* [ACTIVITY]:
Please filter the data down to the lines that include the word "highway" and copy them.

* [DATASET CONTENT]:
Content starts
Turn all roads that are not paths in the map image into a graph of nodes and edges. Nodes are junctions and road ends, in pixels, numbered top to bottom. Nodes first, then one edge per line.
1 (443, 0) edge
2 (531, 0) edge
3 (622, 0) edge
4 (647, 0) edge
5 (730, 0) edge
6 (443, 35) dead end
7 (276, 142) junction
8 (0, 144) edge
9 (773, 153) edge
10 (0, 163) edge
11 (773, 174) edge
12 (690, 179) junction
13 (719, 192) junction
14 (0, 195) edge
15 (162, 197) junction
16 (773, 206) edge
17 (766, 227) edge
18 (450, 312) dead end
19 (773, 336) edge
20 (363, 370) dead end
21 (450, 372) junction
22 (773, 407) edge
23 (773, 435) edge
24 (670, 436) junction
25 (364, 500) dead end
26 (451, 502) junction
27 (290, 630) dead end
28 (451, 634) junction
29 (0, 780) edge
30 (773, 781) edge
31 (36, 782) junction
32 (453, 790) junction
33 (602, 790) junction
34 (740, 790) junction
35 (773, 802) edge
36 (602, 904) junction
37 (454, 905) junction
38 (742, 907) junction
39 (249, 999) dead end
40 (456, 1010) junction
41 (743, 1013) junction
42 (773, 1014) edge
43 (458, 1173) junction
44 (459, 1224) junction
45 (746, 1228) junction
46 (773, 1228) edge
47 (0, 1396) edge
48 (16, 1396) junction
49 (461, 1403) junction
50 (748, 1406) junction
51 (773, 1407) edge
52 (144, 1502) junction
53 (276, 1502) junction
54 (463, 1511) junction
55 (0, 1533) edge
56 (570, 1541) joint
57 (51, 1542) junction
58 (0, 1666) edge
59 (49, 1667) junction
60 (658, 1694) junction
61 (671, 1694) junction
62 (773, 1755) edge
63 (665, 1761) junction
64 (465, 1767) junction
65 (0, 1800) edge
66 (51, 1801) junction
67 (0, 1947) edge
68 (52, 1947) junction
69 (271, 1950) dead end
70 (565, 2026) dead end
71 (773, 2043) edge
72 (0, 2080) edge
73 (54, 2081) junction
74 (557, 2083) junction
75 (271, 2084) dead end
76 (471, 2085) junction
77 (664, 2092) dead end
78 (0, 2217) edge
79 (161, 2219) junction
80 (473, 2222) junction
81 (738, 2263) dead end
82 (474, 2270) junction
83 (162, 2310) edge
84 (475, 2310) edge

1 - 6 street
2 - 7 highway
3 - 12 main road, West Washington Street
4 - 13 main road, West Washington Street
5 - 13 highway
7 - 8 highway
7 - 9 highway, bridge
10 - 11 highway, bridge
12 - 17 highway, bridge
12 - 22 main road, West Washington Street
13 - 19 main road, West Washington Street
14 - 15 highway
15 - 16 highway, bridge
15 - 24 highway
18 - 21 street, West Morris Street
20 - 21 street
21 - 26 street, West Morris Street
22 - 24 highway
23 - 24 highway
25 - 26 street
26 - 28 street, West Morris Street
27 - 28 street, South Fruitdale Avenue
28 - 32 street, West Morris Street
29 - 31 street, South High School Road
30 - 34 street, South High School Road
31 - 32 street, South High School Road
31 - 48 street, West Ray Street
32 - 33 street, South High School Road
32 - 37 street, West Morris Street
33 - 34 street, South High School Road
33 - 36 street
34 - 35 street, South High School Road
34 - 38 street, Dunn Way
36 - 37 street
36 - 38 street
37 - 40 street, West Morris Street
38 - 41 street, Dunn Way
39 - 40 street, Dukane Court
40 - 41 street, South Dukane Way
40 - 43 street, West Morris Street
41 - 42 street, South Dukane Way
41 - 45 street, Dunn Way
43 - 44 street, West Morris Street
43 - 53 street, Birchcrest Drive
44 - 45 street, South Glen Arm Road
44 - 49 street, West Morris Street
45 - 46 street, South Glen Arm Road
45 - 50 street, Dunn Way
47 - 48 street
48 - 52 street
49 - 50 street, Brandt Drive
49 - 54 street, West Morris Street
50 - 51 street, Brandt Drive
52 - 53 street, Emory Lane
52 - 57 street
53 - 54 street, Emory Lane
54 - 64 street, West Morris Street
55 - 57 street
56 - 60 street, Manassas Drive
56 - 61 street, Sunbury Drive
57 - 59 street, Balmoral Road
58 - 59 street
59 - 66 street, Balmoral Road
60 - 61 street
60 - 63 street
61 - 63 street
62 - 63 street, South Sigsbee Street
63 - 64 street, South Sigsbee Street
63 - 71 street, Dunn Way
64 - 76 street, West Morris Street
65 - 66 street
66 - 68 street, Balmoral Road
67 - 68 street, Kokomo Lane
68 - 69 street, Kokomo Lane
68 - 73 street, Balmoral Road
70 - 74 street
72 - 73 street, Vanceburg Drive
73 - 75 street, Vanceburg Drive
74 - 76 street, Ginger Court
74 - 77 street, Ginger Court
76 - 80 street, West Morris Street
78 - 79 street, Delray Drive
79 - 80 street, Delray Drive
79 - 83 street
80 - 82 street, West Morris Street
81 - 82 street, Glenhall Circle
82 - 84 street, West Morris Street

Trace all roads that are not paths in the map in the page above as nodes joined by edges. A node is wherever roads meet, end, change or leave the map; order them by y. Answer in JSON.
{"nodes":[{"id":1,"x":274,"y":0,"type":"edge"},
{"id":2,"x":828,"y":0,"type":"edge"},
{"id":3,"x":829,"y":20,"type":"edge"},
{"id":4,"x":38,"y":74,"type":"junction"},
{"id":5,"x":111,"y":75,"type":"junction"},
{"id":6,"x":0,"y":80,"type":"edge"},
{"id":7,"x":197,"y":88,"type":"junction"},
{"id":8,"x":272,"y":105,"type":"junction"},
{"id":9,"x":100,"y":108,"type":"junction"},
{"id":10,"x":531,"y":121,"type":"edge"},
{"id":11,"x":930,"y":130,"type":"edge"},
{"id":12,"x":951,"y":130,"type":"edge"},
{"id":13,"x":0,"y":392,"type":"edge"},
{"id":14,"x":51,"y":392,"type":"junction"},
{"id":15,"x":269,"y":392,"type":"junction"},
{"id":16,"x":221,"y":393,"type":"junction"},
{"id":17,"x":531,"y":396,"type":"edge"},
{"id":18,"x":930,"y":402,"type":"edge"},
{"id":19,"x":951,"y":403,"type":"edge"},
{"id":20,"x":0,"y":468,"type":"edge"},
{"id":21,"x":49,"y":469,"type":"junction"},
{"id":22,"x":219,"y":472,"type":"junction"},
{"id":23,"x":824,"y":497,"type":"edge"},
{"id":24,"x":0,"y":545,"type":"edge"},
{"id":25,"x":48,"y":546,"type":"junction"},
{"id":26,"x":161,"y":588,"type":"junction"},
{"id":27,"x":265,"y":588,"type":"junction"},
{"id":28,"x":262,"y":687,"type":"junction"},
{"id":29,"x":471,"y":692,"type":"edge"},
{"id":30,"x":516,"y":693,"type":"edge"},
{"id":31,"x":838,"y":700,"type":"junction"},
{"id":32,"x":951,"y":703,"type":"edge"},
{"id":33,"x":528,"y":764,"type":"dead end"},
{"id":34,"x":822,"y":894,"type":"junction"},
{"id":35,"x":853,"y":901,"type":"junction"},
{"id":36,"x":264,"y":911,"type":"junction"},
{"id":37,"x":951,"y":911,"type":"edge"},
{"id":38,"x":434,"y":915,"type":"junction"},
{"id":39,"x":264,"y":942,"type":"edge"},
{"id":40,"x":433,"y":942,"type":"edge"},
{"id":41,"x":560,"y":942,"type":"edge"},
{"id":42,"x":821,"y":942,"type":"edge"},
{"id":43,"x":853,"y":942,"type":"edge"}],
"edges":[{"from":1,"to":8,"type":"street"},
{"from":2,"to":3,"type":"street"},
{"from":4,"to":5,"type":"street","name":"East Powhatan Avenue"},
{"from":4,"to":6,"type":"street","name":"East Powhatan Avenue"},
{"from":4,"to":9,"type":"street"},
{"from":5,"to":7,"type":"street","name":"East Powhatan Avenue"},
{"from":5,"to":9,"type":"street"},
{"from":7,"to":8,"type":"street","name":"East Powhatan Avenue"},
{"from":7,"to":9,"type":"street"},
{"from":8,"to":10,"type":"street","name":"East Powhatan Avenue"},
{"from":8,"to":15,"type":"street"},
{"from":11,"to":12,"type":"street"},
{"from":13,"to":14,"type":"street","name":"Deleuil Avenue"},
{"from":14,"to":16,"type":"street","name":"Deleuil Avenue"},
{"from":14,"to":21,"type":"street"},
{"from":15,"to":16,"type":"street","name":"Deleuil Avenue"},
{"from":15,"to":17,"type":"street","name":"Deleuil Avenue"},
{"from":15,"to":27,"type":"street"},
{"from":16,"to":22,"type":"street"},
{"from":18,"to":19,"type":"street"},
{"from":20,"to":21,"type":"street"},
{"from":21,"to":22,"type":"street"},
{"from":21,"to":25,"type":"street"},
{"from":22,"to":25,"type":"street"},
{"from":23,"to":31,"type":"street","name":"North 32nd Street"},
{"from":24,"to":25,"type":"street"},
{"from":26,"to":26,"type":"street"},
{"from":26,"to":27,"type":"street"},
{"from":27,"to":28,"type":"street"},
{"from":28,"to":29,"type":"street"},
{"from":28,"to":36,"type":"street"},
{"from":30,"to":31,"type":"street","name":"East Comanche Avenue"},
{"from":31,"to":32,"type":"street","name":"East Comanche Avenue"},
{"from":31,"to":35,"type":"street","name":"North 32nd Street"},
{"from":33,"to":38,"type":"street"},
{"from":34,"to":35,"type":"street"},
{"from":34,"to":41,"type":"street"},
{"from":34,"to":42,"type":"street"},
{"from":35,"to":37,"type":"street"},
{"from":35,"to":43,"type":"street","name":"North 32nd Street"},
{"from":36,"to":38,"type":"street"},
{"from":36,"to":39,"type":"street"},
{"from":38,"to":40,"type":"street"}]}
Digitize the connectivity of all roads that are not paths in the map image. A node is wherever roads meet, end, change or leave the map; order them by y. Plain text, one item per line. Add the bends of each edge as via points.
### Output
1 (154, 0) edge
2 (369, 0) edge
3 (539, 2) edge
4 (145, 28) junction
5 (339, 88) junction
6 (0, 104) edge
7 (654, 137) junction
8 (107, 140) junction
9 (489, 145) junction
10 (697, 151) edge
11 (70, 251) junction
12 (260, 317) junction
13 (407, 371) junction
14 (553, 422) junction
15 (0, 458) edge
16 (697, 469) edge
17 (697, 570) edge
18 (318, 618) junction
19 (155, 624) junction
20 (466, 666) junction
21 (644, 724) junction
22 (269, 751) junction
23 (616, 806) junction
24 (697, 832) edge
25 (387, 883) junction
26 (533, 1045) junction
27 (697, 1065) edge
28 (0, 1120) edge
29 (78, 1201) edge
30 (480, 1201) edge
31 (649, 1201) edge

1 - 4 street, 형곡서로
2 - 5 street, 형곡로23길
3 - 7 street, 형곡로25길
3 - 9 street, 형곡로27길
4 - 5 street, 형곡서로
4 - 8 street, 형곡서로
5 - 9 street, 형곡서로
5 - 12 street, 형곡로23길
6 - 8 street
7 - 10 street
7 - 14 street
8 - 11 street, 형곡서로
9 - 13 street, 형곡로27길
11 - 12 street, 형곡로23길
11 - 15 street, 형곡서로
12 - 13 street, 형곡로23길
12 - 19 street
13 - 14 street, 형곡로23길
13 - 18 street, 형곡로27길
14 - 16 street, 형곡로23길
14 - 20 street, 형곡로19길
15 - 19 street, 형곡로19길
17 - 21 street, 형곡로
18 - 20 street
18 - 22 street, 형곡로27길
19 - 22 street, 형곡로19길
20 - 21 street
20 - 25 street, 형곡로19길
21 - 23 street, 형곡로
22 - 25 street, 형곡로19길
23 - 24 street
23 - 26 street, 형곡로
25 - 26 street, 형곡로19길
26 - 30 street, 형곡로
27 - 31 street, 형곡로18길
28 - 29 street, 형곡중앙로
Content ends
* [SOLUTION TO THE PROBLEM]:
2 - 7 highway
5 - 13 highway
7 - 8 highway
7 - 9 highway, bridge
10 - 11 highway, bridge
12 - 17 highway, bridge
14 - 15 highway
15 - 16 highway, bridge
15 - 24 highway
22 - 24 highway
23 - 24 highway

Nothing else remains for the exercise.